I am sure I sound like a broken record, but everyone who is even moderately active should have a Road ID product. These simple bracelets and tags let you keep emergency contact and health information on your wrist, shoe, or around your neck so that, if something were to happen to you and you are unable to communicate, first responders have information to help assist you. The products are inexpensive but offer an immeasurable value and, more importantly, safety. Road ID is now taking their protective ideas to a new level now with an iPhone app that offers its own safety-minded features as well! It is impressive and EVERYONE should read this and then get the app.
Road ID’s app centers around three ideas: ecrumb, stationary alert, and lock screen information. The lock screen info is pretty simple- the app creates a lock screen image with your emergency contact and any other notes about you. If you have a life-threatening condition, an allergy and collapse during your activity someone can now grab your phone and immediately have a sense of who to call and what might be wrong. Obviously, you could create this kind of information and make it your lockscreen yourself but the Road ID app makes a nice clean version for you.
Ecrumb and Stationary Alert are much more interesting. Ecrumb is what it sounds like- a virtual breadcrumb trail of where you’ve been during your activity. You can broadcast the information to up to five people at a time. This approach seems like it would be a smart move if you are, for example, running in a new area, or out early in the day or late at night. It can also come in handy if you just want friends to have the chance to hop in and meet you en route.
The stationary alert is very cool as well. If the app detects that you haven’t moved for five minutes, it will send an alert to your emergency contacts letting them know you’ve been stationary. My biggest fear when I run early in the morning is that I will trip and fall and no one will be around to help. I’ve had a few falls where it took me a moment to get my bearings and figure out if I needed to call for a ride, and while I was fine every time, knowing if I wasn’t fine within five minutes Sarah would know (and have my location) is a pretty comforting thought.

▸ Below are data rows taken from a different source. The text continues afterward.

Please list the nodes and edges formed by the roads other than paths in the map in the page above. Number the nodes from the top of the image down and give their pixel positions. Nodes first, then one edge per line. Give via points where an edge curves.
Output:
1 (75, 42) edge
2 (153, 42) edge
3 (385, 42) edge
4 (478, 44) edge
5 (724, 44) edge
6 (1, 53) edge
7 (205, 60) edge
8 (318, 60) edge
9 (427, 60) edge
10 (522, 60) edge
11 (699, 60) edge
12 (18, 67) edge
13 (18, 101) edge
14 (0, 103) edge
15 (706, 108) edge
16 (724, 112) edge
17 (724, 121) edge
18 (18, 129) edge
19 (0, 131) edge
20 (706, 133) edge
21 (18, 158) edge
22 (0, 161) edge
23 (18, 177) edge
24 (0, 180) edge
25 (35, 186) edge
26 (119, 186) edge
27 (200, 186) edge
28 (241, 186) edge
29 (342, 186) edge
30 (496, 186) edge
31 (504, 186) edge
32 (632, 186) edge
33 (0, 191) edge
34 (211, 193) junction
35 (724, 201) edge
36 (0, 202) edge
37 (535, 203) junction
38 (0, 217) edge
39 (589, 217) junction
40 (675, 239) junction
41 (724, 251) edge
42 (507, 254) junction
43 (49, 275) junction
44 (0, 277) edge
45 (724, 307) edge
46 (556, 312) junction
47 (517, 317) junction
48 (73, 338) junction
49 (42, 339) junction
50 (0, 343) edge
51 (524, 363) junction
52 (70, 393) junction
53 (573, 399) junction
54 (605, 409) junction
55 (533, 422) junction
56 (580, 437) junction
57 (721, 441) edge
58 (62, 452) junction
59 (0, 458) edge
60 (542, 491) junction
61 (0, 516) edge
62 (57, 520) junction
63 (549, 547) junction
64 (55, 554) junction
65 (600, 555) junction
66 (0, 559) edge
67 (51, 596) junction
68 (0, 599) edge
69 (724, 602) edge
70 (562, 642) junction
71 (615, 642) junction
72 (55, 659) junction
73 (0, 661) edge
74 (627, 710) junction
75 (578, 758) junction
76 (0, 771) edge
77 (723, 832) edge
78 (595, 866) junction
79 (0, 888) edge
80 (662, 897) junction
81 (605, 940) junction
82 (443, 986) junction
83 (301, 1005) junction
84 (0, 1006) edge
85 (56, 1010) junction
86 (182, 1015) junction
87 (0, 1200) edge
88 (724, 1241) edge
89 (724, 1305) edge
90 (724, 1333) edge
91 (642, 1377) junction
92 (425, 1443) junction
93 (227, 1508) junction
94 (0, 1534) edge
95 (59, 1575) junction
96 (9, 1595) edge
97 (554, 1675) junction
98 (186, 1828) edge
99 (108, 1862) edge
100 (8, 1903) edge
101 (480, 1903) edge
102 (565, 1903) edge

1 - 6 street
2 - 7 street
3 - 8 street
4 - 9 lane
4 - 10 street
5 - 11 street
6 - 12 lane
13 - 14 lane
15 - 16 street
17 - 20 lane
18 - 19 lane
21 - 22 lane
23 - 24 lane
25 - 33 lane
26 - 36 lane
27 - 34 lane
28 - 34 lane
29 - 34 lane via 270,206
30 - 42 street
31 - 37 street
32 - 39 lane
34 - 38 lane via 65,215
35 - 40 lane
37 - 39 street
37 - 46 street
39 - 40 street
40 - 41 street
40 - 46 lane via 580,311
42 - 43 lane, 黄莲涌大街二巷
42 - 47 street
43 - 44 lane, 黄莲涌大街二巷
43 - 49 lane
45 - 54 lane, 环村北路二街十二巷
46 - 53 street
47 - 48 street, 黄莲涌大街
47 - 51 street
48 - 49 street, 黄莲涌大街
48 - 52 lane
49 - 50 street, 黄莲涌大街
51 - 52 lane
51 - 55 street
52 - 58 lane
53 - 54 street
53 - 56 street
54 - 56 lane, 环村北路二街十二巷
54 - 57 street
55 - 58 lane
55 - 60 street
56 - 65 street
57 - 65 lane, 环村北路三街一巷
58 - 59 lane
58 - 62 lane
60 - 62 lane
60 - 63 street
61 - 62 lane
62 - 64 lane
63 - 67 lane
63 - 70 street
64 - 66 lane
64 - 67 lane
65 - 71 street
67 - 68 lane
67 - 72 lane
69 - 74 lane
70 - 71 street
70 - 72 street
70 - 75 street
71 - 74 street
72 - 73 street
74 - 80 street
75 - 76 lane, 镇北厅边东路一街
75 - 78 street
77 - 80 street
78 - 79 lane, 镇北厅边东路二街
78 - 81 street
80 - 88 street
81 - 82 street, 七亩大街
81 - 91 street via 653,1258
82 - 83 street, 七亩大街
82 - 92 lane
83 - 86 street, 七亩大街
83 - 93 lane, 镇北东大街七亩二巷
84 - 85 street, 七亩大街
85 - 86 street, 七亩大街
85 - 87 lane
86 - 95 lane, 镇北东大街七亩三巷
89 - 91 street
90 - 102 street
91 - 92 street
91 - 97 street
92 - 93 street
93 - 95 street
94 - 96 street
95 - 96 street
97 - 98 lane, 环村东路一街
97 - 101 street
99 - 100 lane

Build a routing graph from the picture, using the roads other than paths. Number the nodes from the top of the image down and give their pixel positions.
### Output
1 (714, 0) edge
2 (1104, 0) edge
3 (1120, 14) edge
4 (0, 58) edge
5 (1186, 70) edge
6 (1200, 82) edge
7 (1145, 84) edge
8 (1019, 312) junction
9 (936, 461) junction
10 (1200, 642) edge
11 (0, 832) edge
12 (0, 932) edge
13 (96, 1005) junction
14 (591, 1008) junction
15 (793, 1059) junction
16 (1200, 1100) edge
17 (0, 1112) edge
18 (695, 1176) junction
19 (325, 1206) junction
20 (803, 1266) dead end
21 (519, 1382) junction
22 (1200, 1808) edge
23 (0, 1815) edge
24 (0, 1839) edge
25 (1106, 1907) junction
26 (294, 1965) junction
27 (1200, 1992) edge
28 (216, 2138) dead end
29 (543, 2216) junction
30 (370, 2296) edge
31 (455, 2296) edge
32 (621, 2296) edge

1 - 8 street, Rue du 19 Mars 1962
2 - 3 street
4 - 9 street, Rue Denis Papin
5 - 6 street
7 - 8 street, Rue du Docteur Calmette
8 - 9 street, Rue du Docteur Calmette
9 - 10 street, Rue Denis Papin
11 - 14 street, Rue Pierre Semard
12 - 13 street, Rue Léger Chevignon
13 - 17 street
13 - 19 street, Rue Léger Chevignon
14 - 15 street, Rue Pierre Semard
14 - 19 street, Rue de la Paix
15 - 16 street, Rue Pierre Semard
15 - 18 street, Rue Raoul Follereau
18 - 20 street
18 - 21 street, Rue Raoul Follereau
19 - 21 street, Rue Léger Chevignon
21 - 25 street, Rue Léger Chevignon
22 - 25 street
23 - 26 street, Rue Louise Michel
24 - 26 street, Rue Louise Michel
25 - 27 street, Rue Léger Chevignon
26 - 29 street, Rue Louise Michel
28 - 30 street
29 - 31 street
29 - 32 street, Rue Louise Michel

It’s also impossible to talk about the risk of something happening while running and not reflect on tragedies like what happened to well-known ultrarunner Micah True, aka Caballo Blanco. He went out on a simple (for him) 12-mile trail run, and somewhere along the way suffered a heart issue and died. Using something like the RoadID app probably wouldn’t have saved his life, but it would have been easier to locate him and saved his friends and family days of searching the wilderness for him.
This isn’t a full review, because I haven’t had the chance to test the app out on Sarah’s 4S yet, but it’s a free app that is definitely worth the download. And if you happen to use any of the features, let us know how they work for you!